[Collected data entries]
• • • •

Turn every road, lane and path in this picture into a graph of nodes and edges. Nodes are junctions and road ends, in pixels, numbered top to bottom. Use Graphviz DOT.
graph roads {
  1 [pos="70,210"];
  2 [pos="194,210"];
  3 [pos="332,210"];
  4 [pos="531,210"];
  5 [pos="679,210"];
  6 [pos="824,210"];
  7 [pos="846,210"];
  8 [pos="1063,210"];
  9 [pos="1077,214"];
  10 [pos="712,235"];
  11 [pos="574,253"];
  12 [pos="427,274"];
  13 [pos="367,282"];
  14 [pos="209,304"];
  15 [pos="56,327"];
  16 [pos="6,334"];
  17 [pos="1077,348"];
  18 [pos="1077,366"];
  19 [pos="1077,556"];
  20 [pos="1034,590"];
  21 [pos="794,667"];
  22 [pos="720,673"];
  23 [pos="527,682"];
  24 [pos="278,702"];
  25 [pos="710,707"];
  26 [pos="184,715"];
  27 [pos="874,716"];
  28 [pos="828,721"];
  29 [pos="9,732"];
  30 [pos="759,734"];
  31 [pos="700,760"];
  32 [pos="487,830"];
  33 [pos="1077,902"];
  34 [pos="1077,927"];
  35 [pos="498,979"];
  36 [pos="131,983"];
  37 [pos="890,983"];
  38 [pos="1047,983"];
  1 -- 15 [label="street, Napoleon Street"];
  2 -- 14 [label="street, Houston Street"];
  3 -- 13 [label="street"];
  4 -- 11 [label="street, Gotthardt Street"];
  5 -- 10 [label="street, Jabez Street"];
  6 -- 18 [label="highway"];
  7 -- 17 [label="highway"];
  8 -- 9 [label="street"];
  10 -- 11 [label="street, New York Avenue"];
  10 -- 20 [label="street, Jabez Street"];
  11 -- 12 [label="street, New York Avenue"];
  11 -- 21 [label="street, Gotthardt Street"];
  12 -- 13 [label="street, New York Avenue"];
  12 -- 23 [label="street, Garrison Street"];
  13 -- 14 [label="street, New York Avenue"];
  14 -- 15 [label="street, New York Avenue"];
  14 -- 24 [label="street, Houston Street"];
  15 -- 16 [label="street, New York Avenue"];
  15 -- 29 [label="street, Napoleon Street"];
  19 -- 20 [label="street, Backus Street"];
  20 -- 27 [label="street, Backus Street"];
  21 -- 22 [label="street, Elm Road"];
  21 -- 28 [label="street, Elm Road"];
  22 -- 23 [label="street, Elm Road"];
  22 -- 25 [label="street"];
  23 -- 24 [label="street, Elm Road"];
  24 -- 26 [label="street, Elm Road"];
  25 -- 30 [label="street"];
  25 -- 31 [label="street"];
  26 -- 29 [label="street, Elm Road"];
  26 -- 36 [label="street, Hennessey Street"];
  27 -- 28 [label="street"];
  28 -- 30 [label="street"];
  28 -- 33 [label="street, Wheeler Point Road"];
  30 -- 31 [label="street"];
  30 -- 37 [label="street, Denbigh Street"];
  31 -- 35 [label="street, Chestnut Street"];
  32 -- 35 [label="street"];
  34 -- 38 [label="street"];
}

• • • •

How to complete this task: Please set down each entry again, word for word.

Exercise output:
Turn every road, lane and path in this picture into a graph of nodes and edges. Nodes are junctions and road ends, in pixels, numbered top to bottom. Use Graphviz DOT.
graph roads {
  1 [pos="70,210"];
  2 [pos="194,210"];
  3 [pos="332,210"];
  4 [pos="531,210"];
  5 [pos="679,210"];
  6 [pos="824,210"];
  7 [pos="846,210"];
  8 [pos="1063,210"];
  9 [pos="1077,214"];
  10 [pos="712,235"];
  11 [pos="574,253"];
  12 [pos="427,274"];
  13 [pos="367,282"];
  14 [pos="209,304"];
  15 [pos="56,327"];
  16 [pos="6,334"];
  17 [pos="1077,348"];
  18 [pos="1077,366"];
  19 [pos="1077,556"];
  20 [pos="1034,590"];
  21 [pos="794,667"];
  22 [pos="720,673"];
  23 [pos="527,682"];
  24 [pos="278,702"];
  25 [pos="710,707"];
  26 [pos="184,715"];
  27 [pos="874,716"];
  28 [pos="828,721"];
  29 [pos="9,732"];
  30 [pos="759,734"];
  31 [pos="700,760"];
  32 [pos="487,830"];
  33 [pos="1077,902"];
  34 [pos="1077,927"];
  35 [pos="498,979"];
  36 [pos="131,983"];
  37 [pos="890,983"];
  38 [pos="1047,983"];
  1 -- 15 [label="street, Napoleon Street"];
  2 -- 14 [label="street, Houston Street"];
  3 -- 13 [label="street"];
  4 -- 11 [label="street, Gotthardt Street"];
  5 -- 10 [label="street, Jabez Street"];
  6 -- 18 [label="highway"];
  7 -- 17 [label="highway"];
  8 -- 9 [label="street"];
  10 -- 11 [label="street, New York Avenue"];
  10 -- 20 [label="street, Jabez Street"];
  11 -- 12 [label="street, New York Avenue"];
  11 -- 21 [label="street, Gotthardt Street"];
  12 -- 13 [label="street, New York Avenue"];
  12 -- 23 [label="street, Garrison Street"];
  13 -- 14 [label="street, New York Avenue"];
  14 -- 15 [label="street, New York Avenue"];
  14 -- 24 [label="street, Houston Street"];
  15 -- 16 [label="street, New York Avenue"];
  15 -- 29 [label="street, Napoleon Street"];
  19 -- 20 [label="street, Backus Street"];
  20 -- 27 [label="street, Backus Street"];
  21 -- 22 [label="street, Elm Road"];
  21 -- 28 [label="street, Elm Road"];
  22 -- 23 [label="street, Elm Road"];
  22 -- 25 [label="street"];
  23 -- 24 [label="street, Elm Road"];
  24 -- 26 [label="street, Elm Road"];
  25 -- 30 [label="street"];
  25 -- 31 [label="street"];
  26 -- 29 [label="street, Elm Road"];
  26 -- 36 [label="street, Hennessey Street"];
  27 -- 28 [label="street"];
  28 -- 30 [label="street"];
  28 -- 33 [label="street, Wheeler Point Road"];
  30 -- 31 [label="street"];
  30 -- 37 [label="street, Denbigh Street"];
  31 -- 35 [label="street, Chestnut Street"];
  32 -- 35 [label="street"];
  34 -- 38 [label="street"];
}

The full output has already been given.